#### WORK TASK:
With no additions or omissions, print the listing that follows.

#### RECORDS TO PROCESS:
↓↓↓

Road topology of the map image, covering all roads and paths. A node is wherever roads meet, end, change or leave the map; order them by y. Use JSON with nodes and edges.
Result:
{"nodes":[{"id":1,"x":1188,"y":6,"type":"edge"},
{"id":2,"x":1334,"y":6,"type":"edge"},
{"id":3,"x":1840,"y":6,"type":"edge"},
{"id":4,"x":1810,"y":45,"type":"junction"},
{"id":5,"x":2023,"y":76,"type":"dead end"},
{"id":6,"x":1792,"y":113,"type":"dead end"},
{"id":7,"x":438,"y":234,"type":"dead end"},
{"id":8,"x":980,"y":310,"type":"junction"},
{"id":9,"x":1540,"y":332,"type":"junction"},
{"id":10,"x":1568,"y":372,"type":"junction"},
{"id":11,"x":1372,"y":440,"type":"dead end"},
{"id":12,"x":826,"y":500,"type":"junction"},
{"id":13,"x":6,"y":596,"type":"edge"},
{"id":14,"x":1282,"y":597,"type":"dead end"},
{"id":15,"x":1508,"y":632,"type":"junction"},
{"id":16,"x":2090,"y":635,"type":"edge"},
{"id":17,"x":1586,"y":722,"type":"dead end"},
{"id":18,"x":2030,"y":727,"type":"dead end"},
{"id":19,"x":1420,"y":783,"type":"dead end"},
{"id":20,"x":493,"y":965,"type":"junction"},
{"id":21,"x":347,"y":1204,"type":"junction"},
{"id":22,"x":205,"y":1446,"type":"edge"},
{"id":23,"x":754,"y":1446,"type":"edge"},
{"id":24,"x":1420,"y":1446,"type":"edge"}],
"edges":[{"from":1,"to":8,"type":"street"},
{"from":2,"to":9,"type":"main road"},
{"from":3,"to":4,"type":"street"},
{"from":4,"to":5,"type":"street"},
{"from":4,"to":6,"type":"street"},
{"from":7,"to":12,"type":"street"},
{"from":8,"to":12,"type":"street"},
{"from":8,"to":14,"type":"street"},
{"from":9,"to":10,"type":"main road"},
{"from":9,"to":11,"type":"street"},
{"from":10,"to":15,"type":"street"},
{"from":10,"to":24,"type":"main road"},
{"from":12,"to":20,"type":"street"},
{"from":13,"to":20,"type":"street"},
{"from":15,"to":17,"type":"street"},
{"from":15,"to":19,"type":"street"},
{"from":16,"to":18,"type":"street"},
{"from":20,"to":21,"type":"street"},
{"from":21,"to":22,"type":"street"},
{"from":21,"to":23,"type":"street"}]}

↑↑↑

#### TASK SOLUTION:
Road topology of the map image, covering all roads and paths. A node is wherever roads meet, end, change or leave the map; order them by y. Use JSON with nodes and edges.
Result:
{"nodes":[{"id":1,"x":1188,"y":6,"type":"edge"},
{"id":2,"x":1334,"y":6,"type":"edge"},
{"id":3,"x":1840,"y":6,"type":"edge"},
{"id":4,"x":1810,"y":45,"type":"junction"},
{"id":5,"x":2023,"y":76,"type":"dead end"},
{"id":6,"x":1792,"y":113,"type":"dead end"},
{"id":7,"x":438,"y":234,"type":"dead end"},
{"id":8,"x":980,"y":310,"type":"junction"},
{"id":9,"x":1540,"y":332,"type":"junction"},
{"id":10,"x":1568,"y":372,"type":"junction"},
{"id":11,"x":1372,"y":440,"type":"dead end"},
{"id":12,"x":826,"y":500,"type":"junction"},
{"id":13,"x":6,"y":596,"type":"edge"},
{"id":14,"x":1282,"y":597,"type":"dead end"},
{"id":15,"x":1508,"y":632,"type":"junction"},
{"id":16,"x":2090,"y":635,"type":"edge"},
{"id":17,"x":1586,"y":722,"type":"dead end"},
{"id":18,"x":2030,"y":727,"type":"dead end"},
{"id":19,"x":1420,"y":783,"type":"dead end"},
{"id":20,"x":493,"y":965,"type":"junction"},
{"id":21,"x":347,"y":1204,"type":"junction"},
{"id":22,"x":205,"y":1446,"type":"edge"},
{"id":23,"x":754,"y":1446,"type":"edge"},
{"id":24,"x":1420,"y":1446,"type":"edge"}],
"edges":[{"from":1,"to":8,"type":"street"},
{"from":2,"to":9,"type":"main road"},
{"from":3,"to":4,"type":"street"},
{"from":4,"to":5,"type":"street"},
{"from":4,"to":6,"type":"street"},
{"from":7,"to":12,"type":"street"},
{"from":8,"to":12,"type":"street"},
{"from":8,"to":14,"type":"street"},
{"from":9,"to":10,"type":"main road"},
{"from":9,"to":11,"type":"street"},
{"from":10,"to":15,"type":"street"},
{"from":10,"to":24,"type":"main road"},
{"from":12,"to":20,"type":"street"},
{"from":13,"to":20,"type":"street"},
{"from":15,"to":17,"type":"street"},
{"from":15,"to":19,"type":"street"},
{"from":16,"to":18,"type":"street"},
{"from":20,"to":21,"type":"street"},
{"from":21,"to":22,"type":"street"},
{"from":21,"to":23,"type":"street"}]}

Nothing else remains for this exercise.